■ **Assignment**
In the records below, some lines hold the word "Temenggung". Copy each of those lines.

■ **Listed records**
=== Begin Enclosure ===

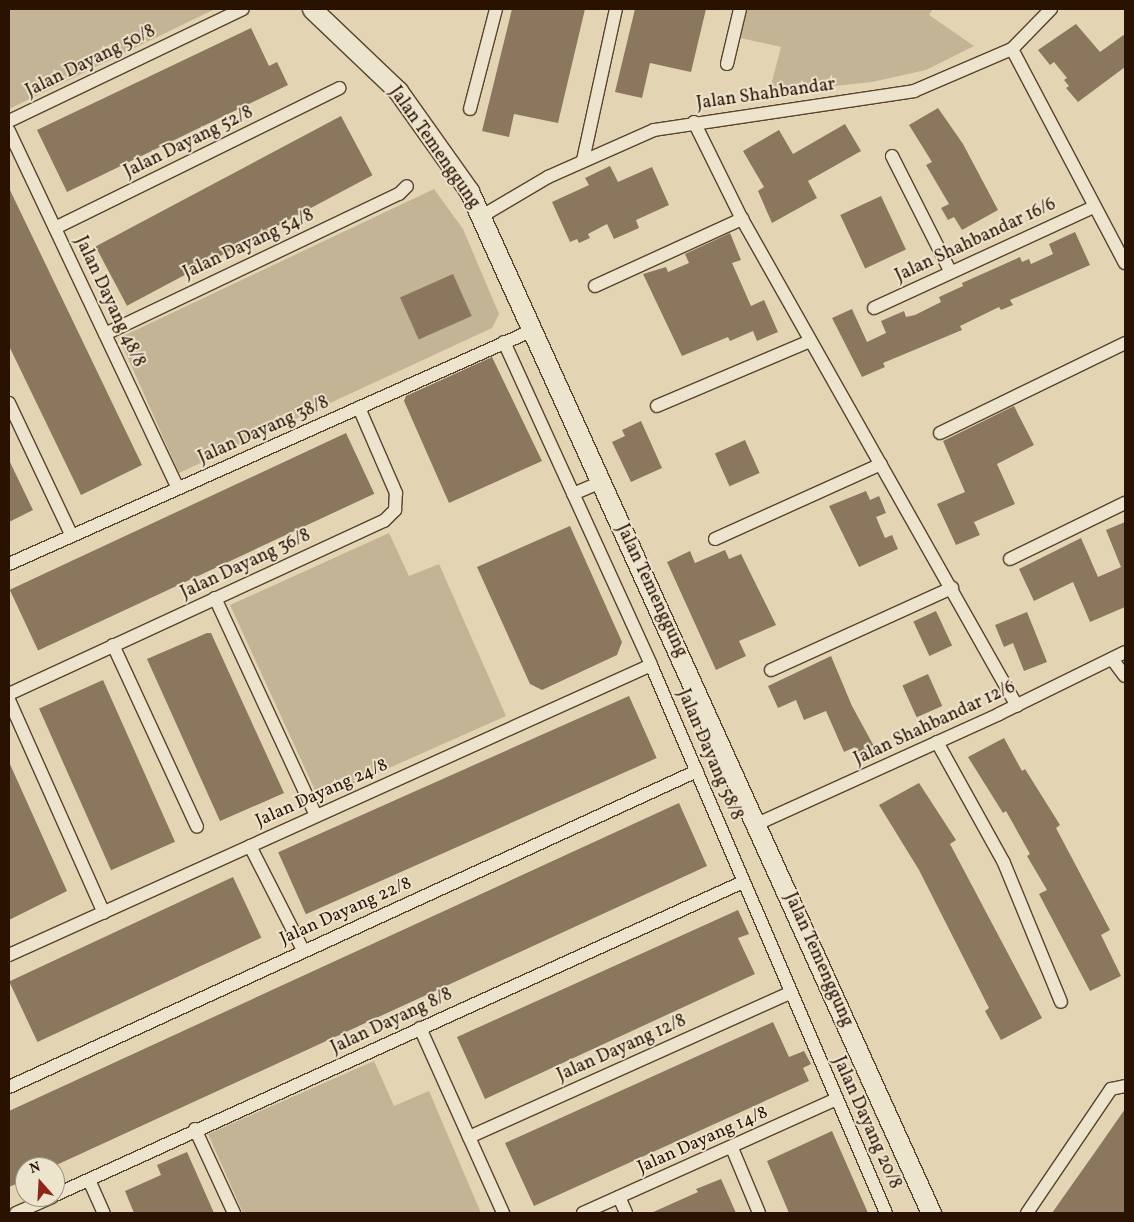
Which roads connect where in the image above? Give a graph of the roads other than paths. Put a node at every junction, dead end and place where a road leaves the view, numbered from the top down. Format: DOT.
graph roads {
  1 [pos="243,9"];
  2 [pos="312,9"];
  3 [pos="496,9"];
  4 [pos="616,9"];
  5 [pos="740,9"];
  6 [pos="1051,9"];
  7 [pos="1012,49"];
  8 [pos="727,64"];
  9 [pos="339,88"];
  10 [pos="470,109"];
  11 [pos="9,121"];
  12 [pos="694,122"];
  13 [pos="9,131"];
  14 [pos="892,156"];
  15 [pos="583,160"];
  16 [pos="407,186"];
  17 [pos="1094,207"];
  18 [pos="482,216"];
  19 [pos="742,219"];
  20 [pos="55,228"];
  21 [pos="1125,263"];
  22 [pos="950,271"];
  23 [pos="595,286"];
  24 [pos="874,308"];
  25 [pos="533,330"];
  26 [pos="105,334"];
  27 [pos="810,341"];
  28 [pos="504,342"];
  29 [pos="1125,343"];
  30 [pos="9,403"];
  31 [pos="657,406"];
  32 [pos="359,408"];
  33 [pos="940,433"];
  34 [pos="881,464"];
  35 [pos="601,482"];
  36 [pos="178,488"];
  37 [pos="573,494"];
  38 [pos="1125,503"];
  39 [pos="72,536"];
  40 [pos="715,539"];
  41 [pos="1010,559"];
  42 [pos="9,564"];
  43 [pos="952,588"];
  44 [pos="214,598"];
  45 [pos="113,645"];
  46 [pos="1125,652"];
  47 [pos="1112,659"];
  48 [pos="651,665"];
  49 [pos="771,670"];
  50 [pos="1125,676"];
  51 [pos="9,694"];
  52 [pos="9,700"];
  53 [pos="1017,706"];
  54 [pos="937,742"];
  55 [pos="697,770"];
  56 [pos="316,816"];
  57 [pos="757,824"];
  58 [pos="197,827"];
  59 [pos="250,846"];
  60 [pos="743,882"];
  61 [pos="104,913"];
  62 [pos="303,950"];
  63 [pos="9,955"];
  64 [pos="789,994"];
  65 [pos="1061,1002"];
  66 [pos="420,1028"];
  67 [pos="1125,1086"];
  68 [pos="9,1087"];
  69 [pos="837,1099"];
  70 [pos="195,1129"];
  71 [pos="469,1137"];
  72 [pos="732,1148"];
  73 [pos="89,1180"];
  74 [pos="65,1191"];
  75 [pos="619,1197"];
  76 [pos="29,1207"];
  77 [pos="16,1213"];
  78 [pos="104,1213"];
  79 [pos="234,1213"];
  80 [pos="503,1213"];
  81 [pos="584,1213"];
  82 [pos="626,1213"];
  83 [pos="759,1213"];
  84 [pos="886,1213"];
  85 [pos="930,1213"];
  86 [pos="1027,1213"];
  1 -- 11 [label="street, Jalan Dayang 50/8"];
  2 -- 18 [label="street, Jalan Temenggung"];
  3 -- 10 [label="street"];
  4 -- 15 [label="street"];
  5 -- 8 [label="street"];
  6 -- 7 [label="street, Jalan Shahbandar"];
  7 -- 12 [label="street, Jalan Shahbandar"];
  7 -- 17 [label="street"];
  9 -- 20 [label="street, Jalan Dayang 52/8"];
  12 -- 15 [label="street, Jalan Shahbandar"];
  12 -- 19 [label="street"];
  13 -- 20 [label="street, Jalan Dayang 48/8"];
  14 -- 22 [label="street"];
  15 -- 18 [label="street, Jalan Shahbandar"];
  16 -- 26 [label="street, Jalan Dayang 54/8"];
  17 -- 21 [label="street"];
  17 -- 22 [label="street, Jalan Shahbandar 16/6"];
  18 -- 25 [label="street, Jalan Temenggung"];
  19 -- 23 [label="street"];
  19 -- 27 [label="street"];
  20 -- 26 [label="street, Jalan Dayang 48/8"];
  22 -- 24 [label="street, Jalan Shahbandar 16/6"];
  25 -- 28 [label="street, Jalan Dayang 38/8"];
  25 -- 35 [label="street, Jalan Temenggung"];
  26 -- 36 [label="street, Jalan Dayang 48/8"];
  27 -- 31 [label="street"];
  27 -- 34 [label="street"];
  28 -- 32 [label="street, Jalan Dayang 38/8"];
  28 -- 37 [label="street, Jalan Dayang 58/8"];
  29 -- 33 [label="street"];
  30 -- 39 [label="street"];
  32 -- 36 [label="street, Jalan Dayang 38/8"];
  32 -- 44 [label="street, Jalan Dayang 36/8"];
  34 -- 40 [label="street"];
  34 -- 43 [label="street"];
  35 -- 37 [label="street"];
  35 -- 57 [label="street, Jalan Temenggung"];
  36 -- 39 [label="street, Jalan Dayang 38/8"];
  37 -- 48 [label="street, Jalan Dayang 58/8"];
  38 -- 41 [label="street"];
  39 -- 42 [label="street, Jalan Dayang 38/8"];
  43 -- 49 [label="street"];
  43 -- 53 [label="street"];
  44 -- 45 [label="street, Jalan Dayang 36/8"];
  44 -- 56 [label="street"];
  45 -- 51 [label="street, Jalan Dayang 36/8"];
  45 -- 58 [label="street"];
  46 -- 47 [label="street, Jalan Shahbandar 12/6"];
  47 -- 50 [label="street"];
  47 -- 53 [label="street, Jalan Shahbandar 12/6"];
  48 -- 55 [label="street, Jalan Dayang 58/8"];
  48 -- 56 [label="street, Jalan Dayang 24/8"];
  52 -- 61 [label="street"];
  53 -- 54 [label="street, Jalan Shahbandar 12/6"];
  54 -- 57 [label="street, Jalan Shahbandar 12/6"];
  54 -- 65 [label="street"];
  55 -- 60 [label="street, Jalan Dayang 58/8"];
  55 -- 62 [label="street, Jalan Dayang 22/8"];
  56 -- 59 [label="street, Jalan Dayang 24/8"];
  57 -- 85 [label="street, Jalan Temenggung"];
  59 -- 61 [label="street, Jalan Dayang 24/8"];
  59 -- 62 [label="street"];
  60 -- 64 [label="street, Jalan Dayang 20/8"];
  60 -- 66 [label="street, Jalan Dayang 8/8"];
  61 -- 63 [label="street, Jalan Dayang 24/8"];
  62 -- 68 [label="street, Jalan Dayang 22/8"];
  64 -- 69 [label="street, Jalan Dayang 20/8"];
  64 -- 71 [label="street, Jalan Dayang 12/8"];
  66 -- 70 [label="street, Jalan Dayang 8/8"];
  66 -- 71 [label="street"];
  67 -- 86 [label="street"];
  69 -- 72 [label="street, Jalan Dayang 14/8"];
  69 -- 84 [label="street, Jalan Dayang 20/8"];
  70 -- 73 [label="street, Jalan Dayang 8/8"];
  70 -- 79 [label="street"];
  71 -- 80 [label="street"];
  72 -- 75 [label="street, Jalan Dayang 14/8"];
  72 -- 83 [label="street"];
  73 -- 74 [label="street, Jalan Dayang 8/8"];
  73 -- 78 [label="street"];
  75 -- 81 [label="street, Jalan Dayang 14/8"];
  75 -- 82 [label="street"];
  76 -- 77 [label="street, Jalan Dayang 8/8"];
}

=== End Enclosure ===

■ **Solution to the problem**
  2 -- 18 [label="street, Jalan Temenggung"];
  18 -- 25 [label="street, Jalan Temenggung"];
  25 -- 35 [label="street, Jalan Temenggung"];
  35 -- 57 [label="street, Jalan Temenggung"];
  57 -- 85 [label="street, Jalan Temenggung"];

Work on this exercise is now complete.